Popcorn Time, brought to light by MalwareHunterTeam on Twitter, encrypts Windows computers’ files and threatens to destroy them unless users pay one Bitcoin (£616).

However, unlike other ransomware threats, it promises to provide a decryption key if its victims send a malicious link to two other people who become infected and pay up.

If users do not pay the ransom or spread the malware, it deletes their files in seven days – although there is no guarantee that their data will be decrypted even if they comply.

The cyber criminals behind the attack claim to be Syrian, promising that money earned by the ransomware will go towards “food, medicine and shelter to those in need”.

“We are extremely sorry that we are forcing you to pay but that’s the only way that we can keep living,” says the malware’s ransom note, which is displayed to infected users.

“Popcorn Time is certainly an interesting new variant in the long line of ransomware we’ve seen emerging in recent years,” said Fraser Kyne, CTO for the EMEA region at Bromium. “The offer of a free decryption key for those that successfully infect two of their ‘friends’ is a particularly nasty touch for several reasons.

“Firstly, the cyber criminals are playing on the trust factor, knowing that people are much more likely to open an email or attachment that comes from somebody they know.

“However, even if both the secondary victims do fall into the trap, the likelihood of them both paying the ransom is pretty low, so the initial victim may have to spread the net far wider before they get the promised decryption key.
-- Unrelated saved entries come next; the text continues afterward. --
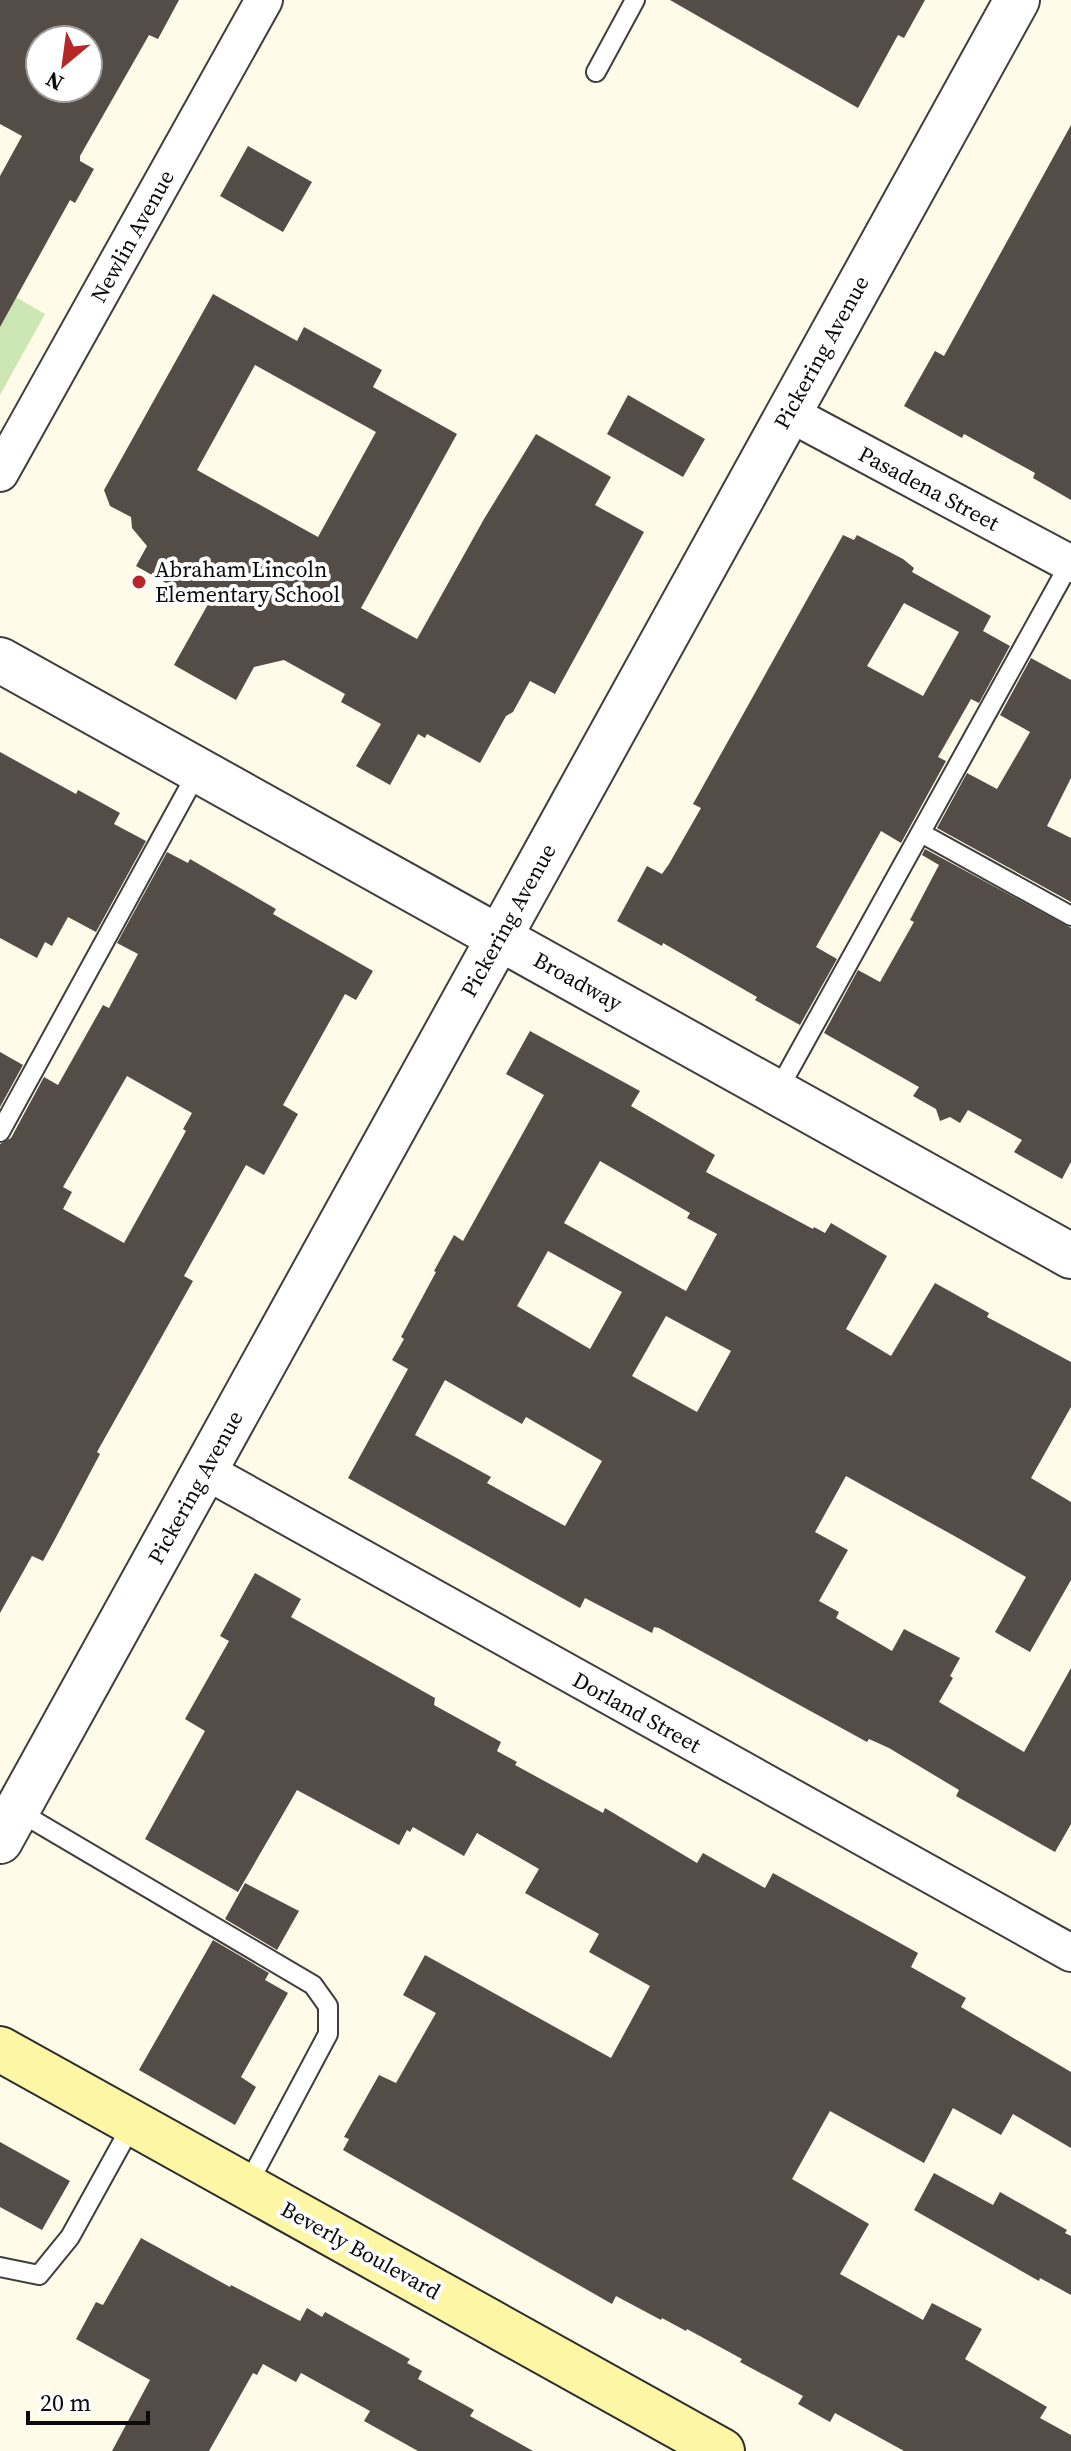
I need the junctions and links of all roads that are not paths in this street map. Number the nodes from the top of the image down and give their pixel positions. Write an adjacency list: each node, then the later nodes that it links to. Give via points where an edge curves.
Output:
1 (264, 0): 6 (street, Newlin Avenue)
2 (635, 0): 4 (lane)
3 (1017, 0): 5 (street, Pickering Avenue)
4 (596, 72)
5 (787, 412): 7 (street, Pasadena Street); 12 (street, Pickering Avenue)
6 (0, 473)
7 (1071, 563): 10 (lane)
8 (0, 660): 9 (street, Broadway)
9 (198, 771): 12 (street, Broadway); 14 (lane)
10 (921, 833): 11 (lane); 13 (lane)
11 (1071, 916)
12 (499, 937): 13 (street, Broadway); 16 (street, Pickering Avenue)
13 (777, 1092): 15 (street, Broadway)
14 (0, 1132)
15 (1071, 1256)
16 (204, 1470): 17 (street, Pickering Avenue); 18 (street, Dorland Street)
17 (6, 1826): 21 (lane, via 313,1985 328,2006 328,2034)
18 (1071, 1953)
19 (0, 2049): 20 (main road, Beverly Boulevard)
20 (133, 2123): 21 (main road, Beverly Boulevard); 22 (lane, via 70,2237 39,2275)
21 (247, 2186): 23 (main road, Beverly Boulevard)
22 (0, 2267)
23 (722, 2451)

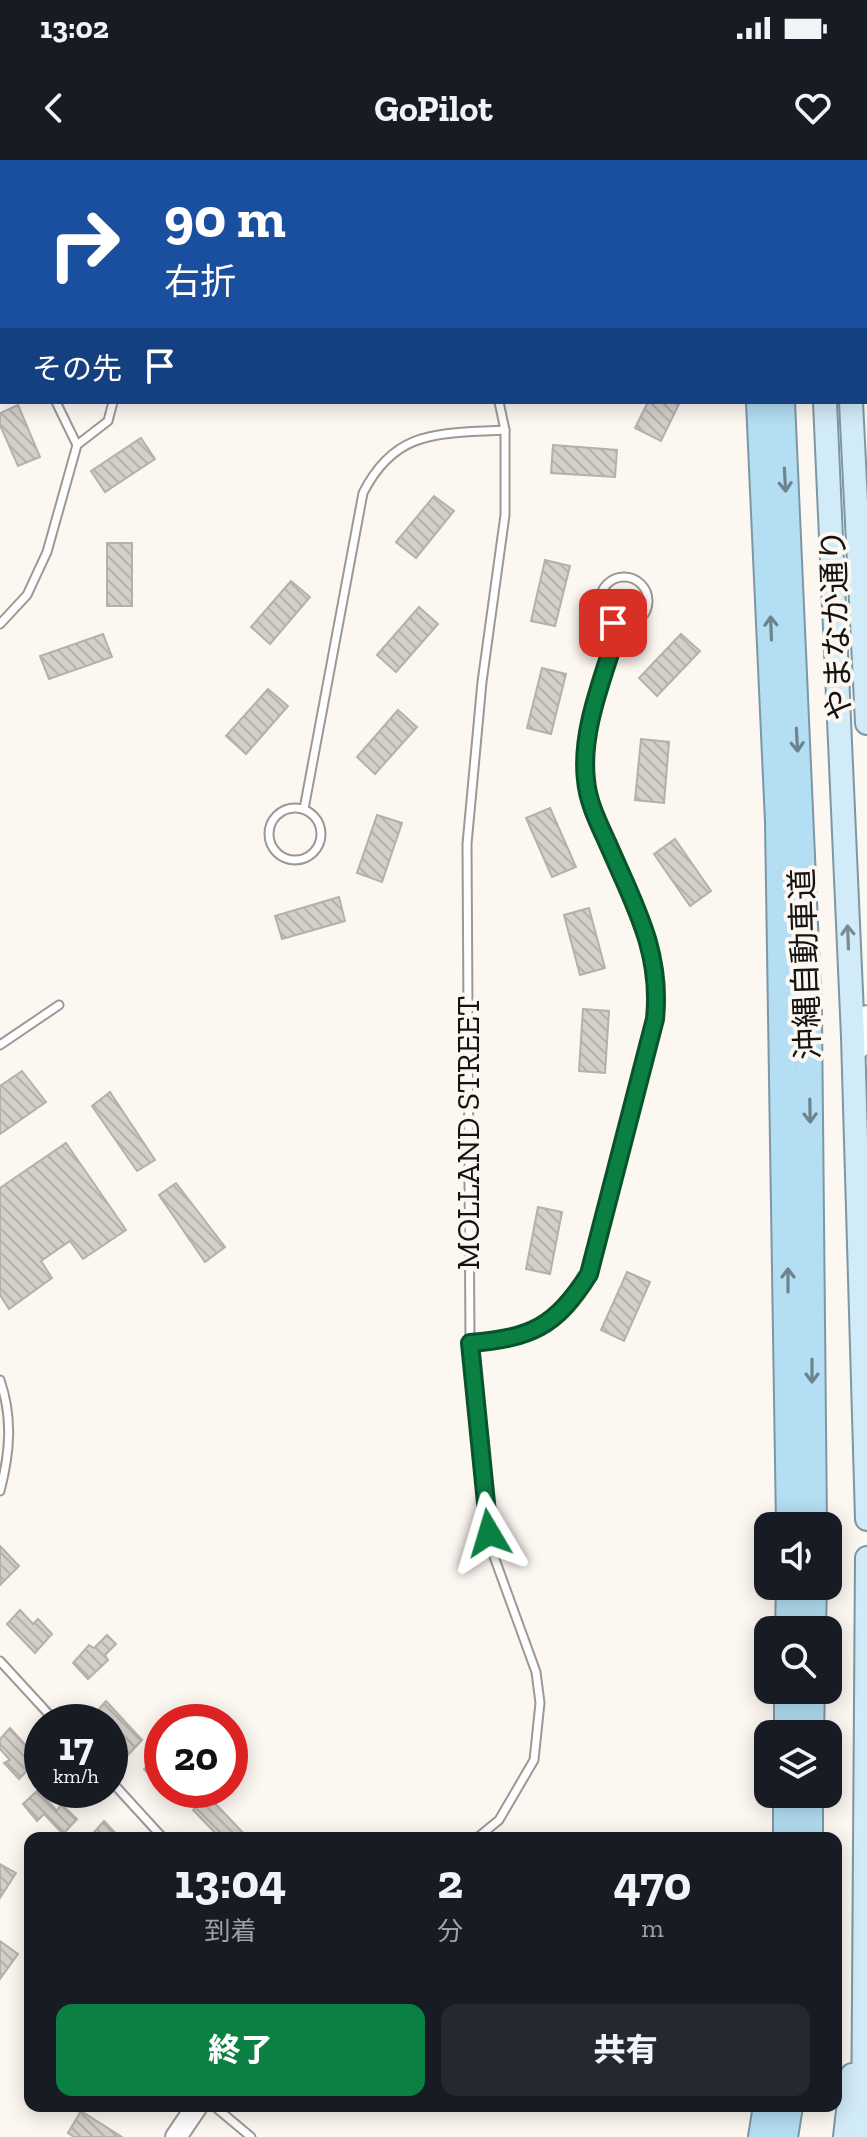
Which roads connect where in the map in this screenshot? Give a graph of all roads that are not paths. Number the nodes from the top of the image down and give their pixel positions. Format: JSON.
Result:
{"nodes":[{"id":1,"x":57,"y":404,"type":"edge"},
{"id":2,"x":112,"y":404,"type":"edge"},
{"id":3,"x":499,"y":404,"type":"edge"},
{"id":4,"x":760,"y":404,"type":"edge"},
{"id":5,"x":781,"y":404,"type":"edge"},
{"id":6,"x":825,"y":404,"type":"edge"},
{"id":7,"x":851,"y":404,"type":"edge"},
{"id":8,"x":505,"y":430,"type":"junction"},
{"id":9,"x":77,"y":445,"type":"junction"},
{"id":10,"x":0,"y":624,"type":"edge"},
{"id":11,"x":619,"y":625,"type":"junction"},
{"id":12,"x":867,"y":723,"type":"edge"},
{"id":13,"x":304,"y":809,"type":"junction"},
{"id":14,"x":850,"y":985,"type":"junction"},
{"id":15,"x":59,"y":1005,"type":"dead end"},
{"id":16,"x":866,"y":1018,"type":"edge"},
{"id":17,"x":0,"y":1045,"type":"edge"},
{"id":18,"x":855,"y":1107,"type":"junction"},
{"id":19,"x":470,"y":1343,"type":"junction"},
{"id":20,"x":0,"y":1380,"type":"edge"},
{"id":21,"x":0,"y":1491,"type":"edge"},
{"id":22,"x":790,"y":1512,"type":"edge"},
{"id":23,"x":813,"y":1512,"type":"edge"},
{"id":24,"x":867,"y":1519,"type":"edge"},
{"id":25,"x":867,"y":1558,"type":"edge"},
{"id":26,"x":0,"y":1661,"type":"edge"},
{"id":27,"x":39,"y":1704,"type":"edge"},
{"id":28,"x":128,"y":1800,"type":"edge"},
{"id":29,"x":787,"y":1808,"type":"edge"},
{"id":30,"x":809,"y":1808,"type":"edge"},
{"id":31,"x":158,"y":1832,"type":"edge"},
{"id":32,"x":484,"y":1832,"type":"edge"},
{"id":33,"x":787,"y":1832,"type":"edge"},
{"id":34,"x":809,"y":1832,"type":"edge"},
{"id":35,"x":864,"y":2008,"type":"junction"},
{"id":36,"x":193,"y":2112,"type":"edge"},
{"id":37,"x":221,"y":2112,"type":"edge"},
{"id":38,"x":766,"y":2112,"type":"edge"},
{"id":39,"x":788,"y":2112,"type":"edge"},
{"id":40,"x":242,"y":2129,"type":"junction"},
{"id":41,"x":176,"y":2137,"type":"edge"},
{"id":42,"x":236,"y":2137,"type":"edge"},
{"id":43,"x":251,"y":2137,"type":"edge"},
{"id":44,"x":762,"y":2137,"type":"edge"},
{"id":45,"x":784,"y":2137,"type":"edge"},
{"id":46,"x":845,"y":2137,"type":"edge"},
{"id":47,"x":863,"y":2137,"type":"edge"}],
"edges":[{"from":1,"to":9,"type":"lane"},
{"from":2,"to":9,"type":"lane"},
{"from":3,"to":8,"type":"lane","name":"MOLLAND STREET"},
{"from":22,"to":4,"type":"highway","name":"沖縄自動車道","one_way":true},
{"from":5,"to":23,"type":"highway","name":"沖縄自動車道","one_way":true},
{"from":14,"to":6,"type":"main road","name":"やまなか通り","one_way":true},
{"from":7,"to":12,"type":"main road","name":"やまなか通り"},
{"from":8,"to":13,"type":"lane"},
{"from":8,"to":19,"type":"lane","name":"MOLLAND STREET"},
{"from":9,"to":10,"type":"lane"},
{"from":11,"to":11,"type":"lane"},
{"from":11,"to":19,"type":"lane"},
{"from":13,"to":13,"type":"lane"},
{"from":14,"to":16,"type":"street"},
{"from":14,"to":18,"type":"main road","name":"やまなか通り"},
{"from":15,"to":17,"type":"lane"},
{"from":16,"to":18,"type":"street"},
{"from":18,"to":24,"type":"main road","name":"やまなか通り"},
{"from":19,"to":32,"type":"lane","name":"MOLLAND STREET"},
{"from":20,"to":21,"type":"lane"},
{"from":25,"to":35,"type":"main road"},
{"from":26,"to":27,"type":"lane"},
{"from":28,"to":31,"type":"lane"},
{"from":29,"to":33,"type":"highway"},
{"from":30,"to":34,"type":"highway"},
{"from":35,"to":46,"type":"main road"},
{"from":35,"to":47,"type":"main road"},
{"from":36,"to":41,"type":"street"},
{"from":37,"to":40,"type":"lane"},
{"from":38,"to":44,"type":"highway"},
{"from":39,"to":45,"type":"highway"},
{"from":40,"to":42,"type":"lane"},
{"from":40,"to":43,"type":"lane"}]}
When you do the maths on that, it’s pretty clear that Popcorn Time could spread like wildfire.

“For enterprises, as well as the threat of Popcorn Time locking up corporate data, there is also a huge reputational risk if it emerges that employees are spreading it to others via their work email. This is clearly a board-level concern, so CISOs should be looking at what safeguards they can put in place to prevent it.

“Employee awareness is of course vital, making everyone aware of the threat and outlining the steps to take if they are infected. However, with 70 per cent of threats introduced by users, experience tells us that there will always be one who didn’t get the memo.

“As such, it’s important to have a safety net such as micro-virtualisation in place to ensure that even if a user does become infected with Popcorn Time, it is restricted to an isolated environment and effectively neutralised, so there’s no need for that free decryption key.”